Source data
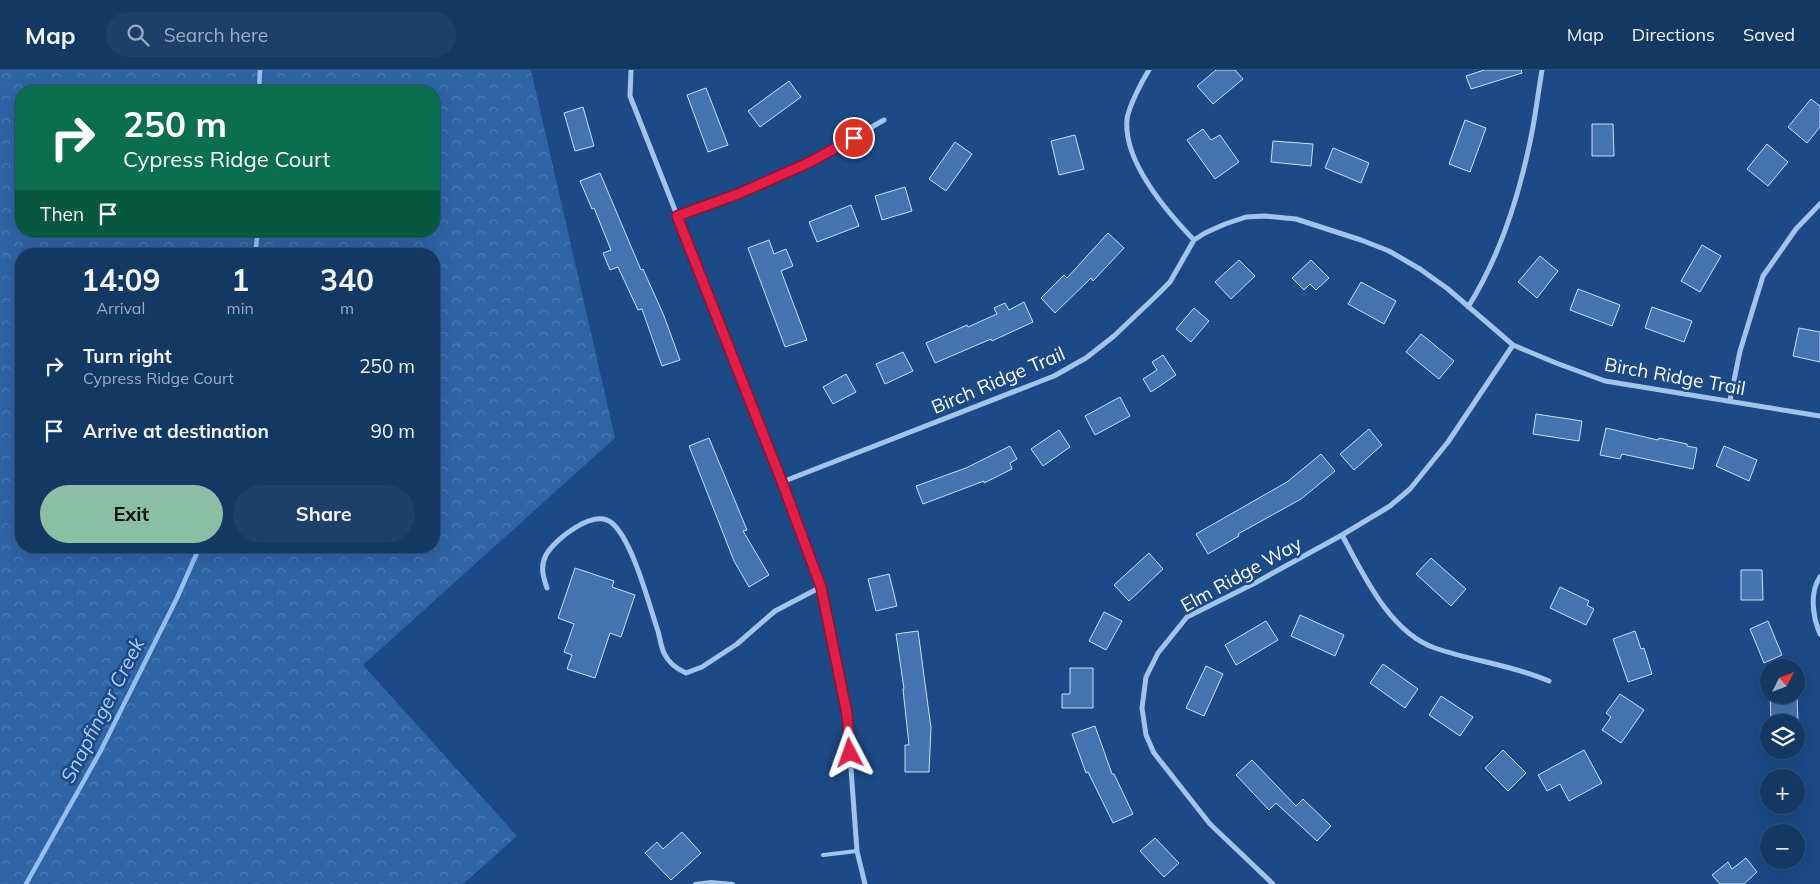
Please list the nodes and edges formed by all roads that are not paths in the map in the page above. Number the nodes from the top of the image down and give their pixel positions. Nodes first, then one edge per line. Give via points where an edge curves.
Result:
1 (631, 70) edge
2 (1149, 70) edge
3 (1542, 70) edge
4 (884, 120) dead end
5 (1820, 204) edge
6 (677, 216) junction
7 (1194, 240) junction
8 (1468, 307) junction
9 (1513, 345) junction
10 (1730, 400) junction
11 (1820, 416) edge
12 (782, 482) junction
13 (1342, 535) junction
14 (1820, 577) edge
15 (821, 587) junction
16 (547, 588) dead end
17 (1820, 634) edge
18 (1549, 681) dead end
19 (857, 851) junction
20 (823, 855) dead end
21 (695, 884) edge
22 (733, 884) edge
23 (865, 884) edge
24 (1273, 884) edge

1 - 6 street via 630,96
2 - 7 street via 1127,118 1132,155 1153,190
3 - 8 street via 1530,142 1512,209 1492,262
4 - 6 street via 808,163
5 - 10 street via 1796,229 1763,276 1740,351
6 - 12 street
7 - 8 street, Birch Ridge Trail via 1246,217 1296,219 1389,251 1420,268
7 - 12 street, Birch Ridge Trail via 1170,282 1086,358 1054,376
8 - 9 street, Birch Ridge Trail
9 - 10 street, Birch Ridge Trail via 1604,381
9 - 13 street, Elm Ridge Way via 1448,442 1410,489 1390,506
10 - 11 street, Birch Ridge Trail
12 - 15 street
13 - 18 street via 1389,614 1409,634 1433,648 1529,672
13 - 24 street, Elm Ridge Way via 1187,617 1158,653 1146,678 1142,708 1146,735 1154,753 1210,824
14 - 17 street via 1813,597
15 - 16 street via 775,610 737,644 702,667 686,673 676,668 664,654 634,561 623,536 611,522 597,518 581,523 560,539 546,555 541,573
15 - 19 street via 847,714
19 - 20 lane
19 - 23 street
21 - 22 lane

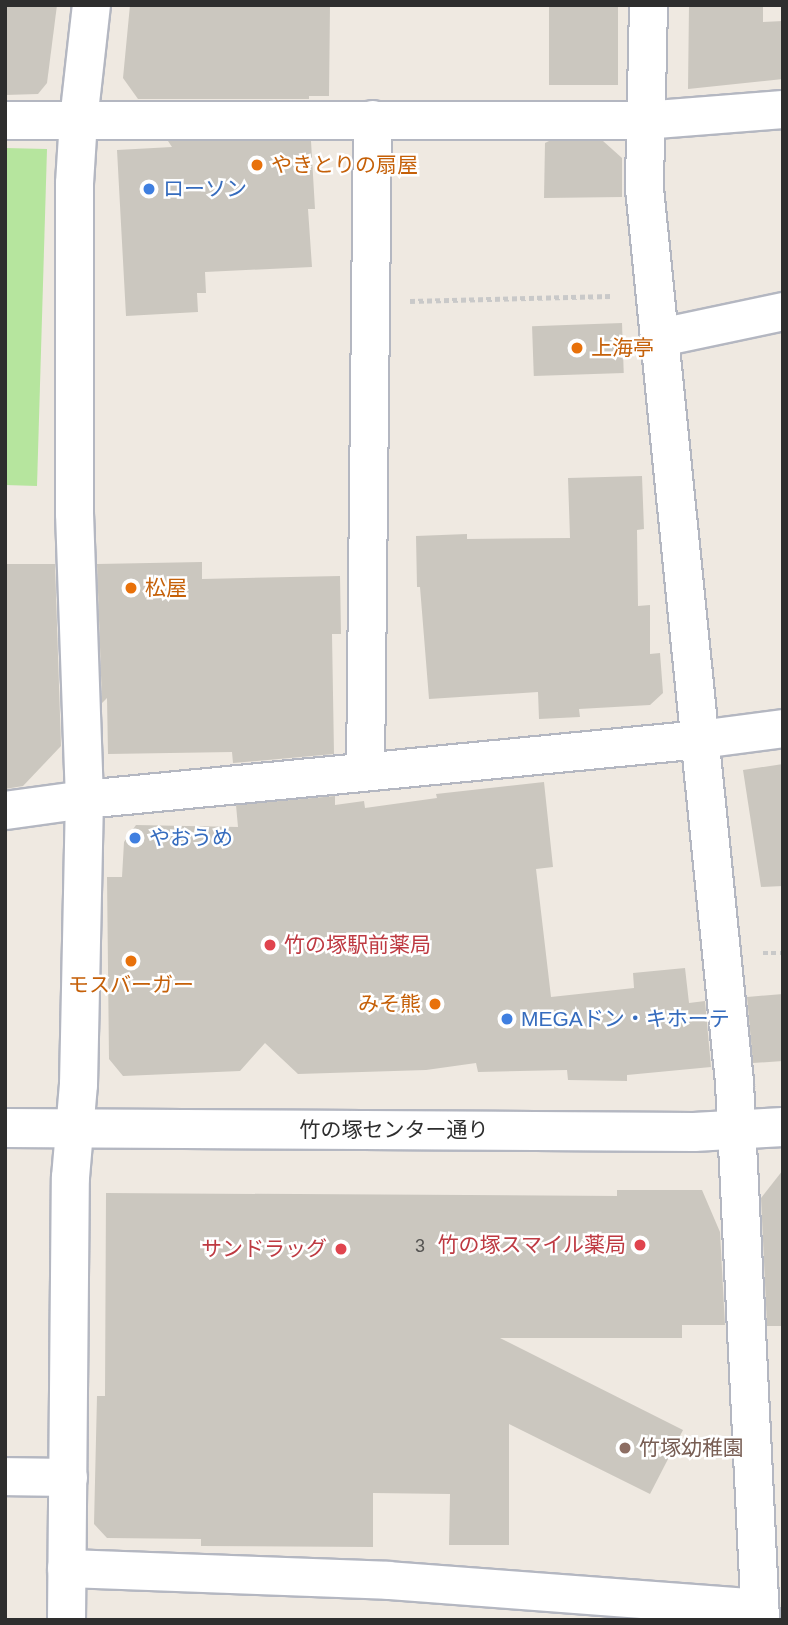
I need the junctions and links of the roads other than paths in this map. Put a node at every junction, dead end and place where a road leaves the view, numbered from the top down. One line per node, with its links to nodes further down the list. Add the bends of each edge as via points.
1 (92, 5): 5 (street)
2 (648, 5): 7 (street)
3 (783, 109): 7 (street)
4 (5, 120): 5 (street)
5 (78, 120): 6 (street); 13 (street, via 74,513)
6 (372, 120): 7 (street); 12 (street)
7 (643, 120): 9 (street, via 644,188)
8 (783, 311): 9 (street)
9 (660, 337): 11 (street)
10 (783, 728): 11 (street)
11 (699, 739): 12 (street); 18 (street, via 734,1082)
12 (365, 771): 13 (street)
13 (84, 799): 14 (street); 17 (street)
14 (5, 810)
15 (783, 1126): 18 (street, 竹の塚センター通り)
16 (5, 1128): 17 (street, 竹の塚センター通り)
17 (75, 1128): 18 (street, 竹の塚センター通り); 20 (street, via 70,1177)
18 (734, 1130): 22 (street)
19 (5, 1476): 20 (street)
20 (68, 1477): 21 (street)
21 (66, 1567): 22 (street, via 388,1580); 23 (street)
22 (759, 1614)
23 (66, 1620)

_Instructions to follow_
Repeat the data above exactly, but not the pictures.

_Response area_
Please list the nodes and edges formed by all roads that are not paths in the map in the page above. Number the nodes from the top of the image down and give their pixel positions. Nodes first, then one edge per line. Give via points where an edge curves.
Result:
1 (631, 70) edge
2 (1149, 70) edge
3 (1542, 70) edge
4 (884, 120) dead end
5 (1820, 204) edge
6 (677, 216) junction
7 (1194, 240) junction
8 (1468, 307) junction
9 (1513, 345) junction
10 (1730, 400) junction
11 (1820, 416) edge
12 (782, 482) junction
13 (1342, 535) junction
14 (1820, 577) edge
15 (821, 587) junction
16 (547, 588) dead end
17 (1820, 634) edge
18 (1549, 681) dead end
19 (857, 851) junction
20 (823, 855) dead end
21 (695, 884) edge
22 (733, 884) edge
23 (865, 884) edge
24 (1273, 884) edge

1 - 6 street via 630,96
2 - 7 street via 1127,118 1132,155 1153,190
3 - 8 street via 1530,142 1512,209 1492,262
4 - 6 street via 808,163
5 - 10 street via 1796,229 1763,276 1740,351
6 - 12 street
7 - 8 street, Birch Ridge Trail via 1246,217 1296,219 1389,251 1420,268
7 - 12 street, Birch Ridge Trail via 1170,282 1086,358 1054,376
8 - 9 street, Birch Ridge Trail
9 - 10 street, Birch Ridge Trail via 1604,381
9 - 13 street, Elm Ridge Way via 1448,442 1410,489 1390,506
10 - 11 street, Birch Ridge Trail
12 - 15 street
13 - 18 street via 1389,614 1409,634 1433,648 1529,672
13 - 24 street, Elm Ridge Way via 1187,617 1158,653 1146,678 1142,708 1146,735 1154,753 1210,824
14 - 17 street via 1813,597
15 - 16 street via 775,610 737,644 702,667 686,673 676,668 664,654 634,561 623,536 611,522 597,518 581,523 560,539 546,555 541,573
15 - 19 street via 847,714
19 - 20 lane
19 - 23 street
21 - 22 lane

I need the junctions and links of the roads other than paths in this map. Put a node at every junction, dead end and place where a road leaves the view, numbered from the top down. One line per node, with its links to nodes further down the list. Add the bends of each edge as via points.
1 (92, 5): 5 (street)
2 (648, 5): 7 (street)
3 (783, 109): 7 (street)
4 (5, 120): 5 (street)
5 (78, 120): 6 (street); 13 (street, via 74,513)
6 (372, 120): 7 (street); 12 (street)
7 (643, 120): 9 (street, via 644,188)
8 (783, 311): 9 (street)
9 (660, 337): 11 (street)
10 (783, 728): 11 (street)
11 (699, 739): 12 (street); 18 (street, via 734,1082)
12 (365, 771): 13 (street)
13 (84, 799): 14 (street); 17 (street)
14 (5, 810)
15 (783, 1126): 18 (street, 竹の塚センター通り)
16 (5, 1128): 17 (street, 竹の塚センター通り)
17 (75, 1128): 18 (street, 竹の塚センター通り); 20 (street, via 70,1177)
18 (734, 1130): 22 (street)
19 (5, 1476): 20 (street)
20 (68, 1477): 21 (street)
21 (66, 1567): 22 (street, via 388,1580); 23 (street)
22 (759, 1614)
23 (66, 1620)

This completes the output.